Architecture

This page follows a typical run from the first prompt through tool execution so you can see where planning happens, when llama.cpp is invoked, and how tools are ranked and executed.

End-to-end flow

sequenceDiagram
    participant User
    participant CLI as okso CLI
    participant Planner
    participant Intent as Intent filter
    participant Llama as llama.cpp
    participant Approver as Approval prompts
    participant Executor as Executor
    participant Tool as Tool runner
    participant Trace as Trace/logs

    User->>CLI: Provide request
    CLI->>Intent: Classify intent + filter tool catalog
    Intent-->>Planner: Filtered tools + intent context
    CLI->>Planner: Build planner prompt (tools, guardrails)
    Planner->>Llama: Generate JSON plan (schema)
    Llama-->>Planner: Plan outline draft
    Planner-->>Approver: Show plan for confirmation/refinement
    Approver-->>Executor: Approved plan
    Executor->>Llama: Fill context-marked arguments (optional)
    Llama-->>Executor: Enriched arguments
    Executor->>Tool: Execute with sandbox/guards
    Tool-->>Trace: Stream stdout/stderr and status
    Trace-->>Executor: Observations captured
    Executor-->>User: Final answer once all steps complete

Planner pass

Classifies intent before planning to optionally restrict the tool catalog and skip web search when not needed.
Builds a structured prompt listing available tools, safety notes, and the user request.
Requests a numbered outline with tool selections and short rationales using the JSON schema in src/schemas/planner_plan.schema.json, plus intent context for compliance.
Requires llama.cpp to generate and score candidate plans; if llama.cpp is unavailable, planning halts with an error (the pre-planner search stage still falls back to the raw query).
Streams the plan to the terminal before moving to approvals.

Executor

Uses llama.cpp only to fill context-marked arguments; all required tool choices come from the planner.
Executes the planned tool and streams observations; planner-specified context-controlled fields may be enriched by the executor LLM while all other required fields must be fully populated by the planner.
When llama.cpp is unavailable, executes tools with the planner-provided arguments and skips LLM-based argument enrichment.
Stops after final_answer emits the user-facing result or when a tool returns a fatal error.
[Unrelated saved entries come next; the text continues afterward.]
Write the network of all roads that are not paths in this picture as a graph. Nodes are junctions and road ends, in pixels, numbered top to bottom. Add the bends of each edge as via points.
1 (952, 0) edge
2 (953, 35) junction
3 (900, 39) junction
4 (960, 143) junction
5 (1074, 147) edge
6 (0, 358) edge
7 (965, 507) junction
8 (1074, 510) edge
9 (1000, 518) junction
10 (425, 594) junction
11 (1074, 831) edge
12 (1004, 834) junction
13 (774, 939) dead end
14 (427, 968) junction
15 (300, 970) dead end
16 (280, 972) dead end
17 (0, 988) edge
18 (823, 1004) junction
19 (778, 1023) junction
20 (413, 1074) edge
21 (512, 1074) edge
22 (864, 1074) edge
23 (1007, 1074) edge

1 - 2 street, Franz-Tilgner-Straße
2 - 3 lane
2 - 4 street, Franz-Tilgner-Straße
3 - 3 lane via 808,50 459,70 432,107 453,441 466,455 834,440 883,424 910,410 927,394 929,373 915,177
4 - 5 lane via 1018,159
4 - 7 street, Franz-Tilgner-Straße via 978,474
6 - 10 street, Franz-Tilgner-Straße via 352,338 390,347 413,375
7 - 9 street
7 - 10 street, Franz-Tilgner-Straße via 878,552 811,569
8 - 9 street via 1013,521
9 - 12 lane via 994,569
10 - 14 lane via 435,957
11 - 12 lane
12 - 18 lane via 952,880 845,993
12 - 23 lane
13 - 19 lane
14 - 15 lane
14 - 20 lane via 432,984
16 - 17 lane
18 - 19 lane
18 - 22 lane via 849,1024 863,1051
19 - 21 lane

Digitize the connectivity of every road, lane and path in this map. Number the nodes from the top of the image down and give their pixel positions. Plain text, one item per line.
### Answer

Step-by-step execution checklist

Load the approved plan and current step guidance.
Use the planned tool in order.
Run the tool with its sandbox (for example, the terminal’s guarded rm -i or the Python REPL sandbox).
Record stdout/stderr and exit status for the execution summary.
Continue until all planned steps are replayed or final_answer is returned.

llama.cpp dependency and fallbacks

LLAMA_BIN controls the llama.cpp binary path. If it is unset or unavailable, okso cannot generate a plan; the pre-planner search stage still falls back to the raw user query.
PLANNER_MODEL_SPEC and EXECUTOR_MODEL_SPEC select the model weights used by llama.cpp for planning and tool execution respectively; defaults are provided in configuration.
TESTING_PASSTHROUGH=true disables llama.cpp entirely for offline or CI runs; planner generation still requires llama.cpp, so use it only with tests or workflows that stub planner output.
Planner and executor prompts both use the schemas in src/schemas/ so that outputs stay parseable even when models vary.
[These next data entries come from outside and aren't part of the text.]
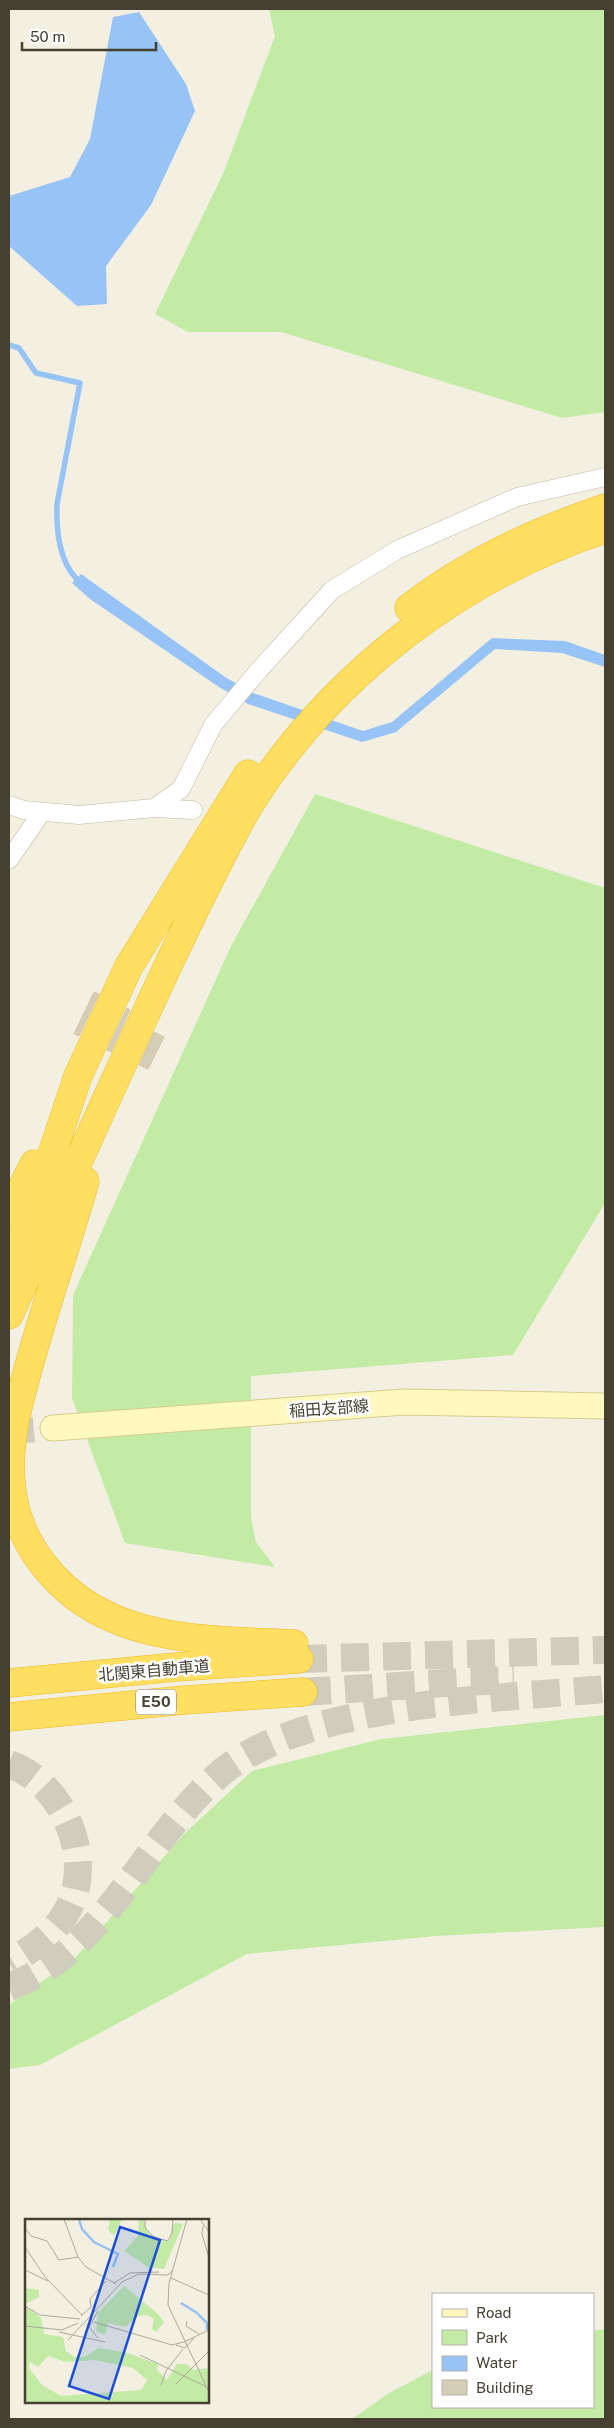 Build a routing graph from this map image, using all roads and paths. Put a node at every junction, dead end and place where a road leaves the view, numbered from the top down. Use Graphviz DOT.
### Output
graph roads {
  1 [pos="605,476"];
  2 [pos="605,508"];
  3 [pos="605,529"];
  4 [pos="9,805"];
  5 [pos="154,808"];
  6 [pos="193,810"];
  7 [pos="42,812"];
  8 [pos="9,860"];
  9 [pos="78,1076"];
  10 [pos="110,1088"];
  11 [pos="9,1214"];
  12 [pos="9,1265"];
  13 [pos="9,1315"];
  14 [pos="605,1406"];
  15 [pos="53,1428"];
  16 [pos="9,1684"];
  17 [pos="304,1692"];
  18 [pos="9,1717"];
  1 -- 5 [label="street"];
  2 -- 9 [label="highway"];
  3 -- 10 [label="highway"];
  4 -- 7 [label="street"];
  5 -- 6 [label="street"];
  5 -- 7 [label="street"];
  7 -- 8 [label="street"];
  9 -- 11 [label="highway"];
  9 -- 12 [label="highway"];
  10 -- 13 [label="highway"];
  10 -- 16 [label="highway, 北関東自動車道 / E50"];
  14 -- 15 [label="main road, 稲田友部線"];
  17 -- 18 [label="highway, 北関東自動車道 / E50"];
}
Tool ranking and execution

Tool metadata (name, description, command, safety notes) is bundled into the planner prompt so llama.cpp can rank them for the outline and initial suggestions.
Tool ordering comes directly from the planner output; there is no deterministic fallback ordering when planning cannot run.
Each tool wrapper lives under src/tools/ (with suites like src/tools/web/ grouping related helpers) and enforces its own guards (sandboxed directories, platform checks, interactive deletes).
The terminal tool keeps a persistent working directory per request, while helpers such as python_repl and macOS-specific tools run in isolated contexts.
Traces and logs for each invocation help you audit decisions and replay failures.